Nous nous efforçons constamment de faire abstraction des outils informatiques pour tester de nouvelles formes d'interaction. Nous voulons que les gens bougent. Concrètement, nos projets doivent être suffisamment simples et intuitifs pour que tout le monde se prenne totalement au jeu. Nous exigeons énormément de nos utilisateurs en termes de participation, mais pas en termes d'apprentissage.

Vos projets sont intéressants car ils semblent vouloir se détacher de l'univers hors ligne.
C'est vrai, il existe un tas de jeux informatiques inspirés du monde réel — l'un d'eux, consacré au snowboard, simule les inclinaisons du corps sur la gauche et la droite tandis qu'un autre, dédié au basketball, tente de reproduire les dribbles. Mais ces jeux sont, à mon sens, extrêmement décevants. Le snowboard ne se résume pas à des contorsions. À mon avis, un jeu simple, qui ne cherche pas à mimer une expérience, a davantage de chances d'être un succès car l'utilisateur n'en attend rien de particulier. Il apprend sur le tas. "Il y a un pavé : je peux le pousser avec mon pied pour le déplacer." On a tout à gagner en explorant un espace interactif pour lui-même.
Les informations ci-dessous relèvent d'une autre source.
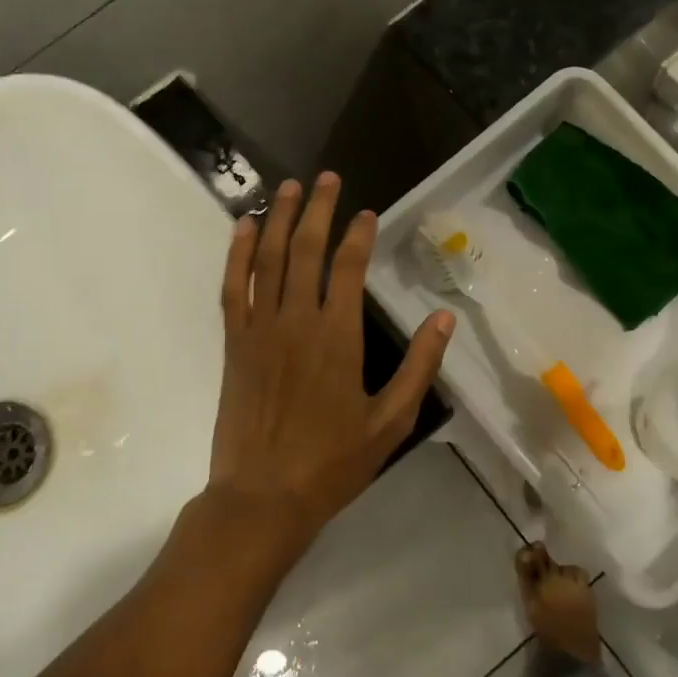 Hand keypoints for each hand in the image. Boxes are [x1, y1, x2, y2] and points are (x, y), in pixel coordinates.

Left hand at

Comment vous est venu cet intérêt pour les jeux ?
Tout est venu de mon goût pour l'interaction. J'ai compris que le jeu était l'espace rêvé car on n'est soumis à aucune contrainte ni aucune règle de conception — par exemple, il n'est pas nécessaire d'utiliser des menus ou des onglets. Le jeu laisse une grande place à l'exploration de l'espace interactif.

Le mur vidéo en façade de l'IAC, à New York, projette les données extraites en temps réel du site ASK.com sous forme de titres d'une dizaine de mètres de long.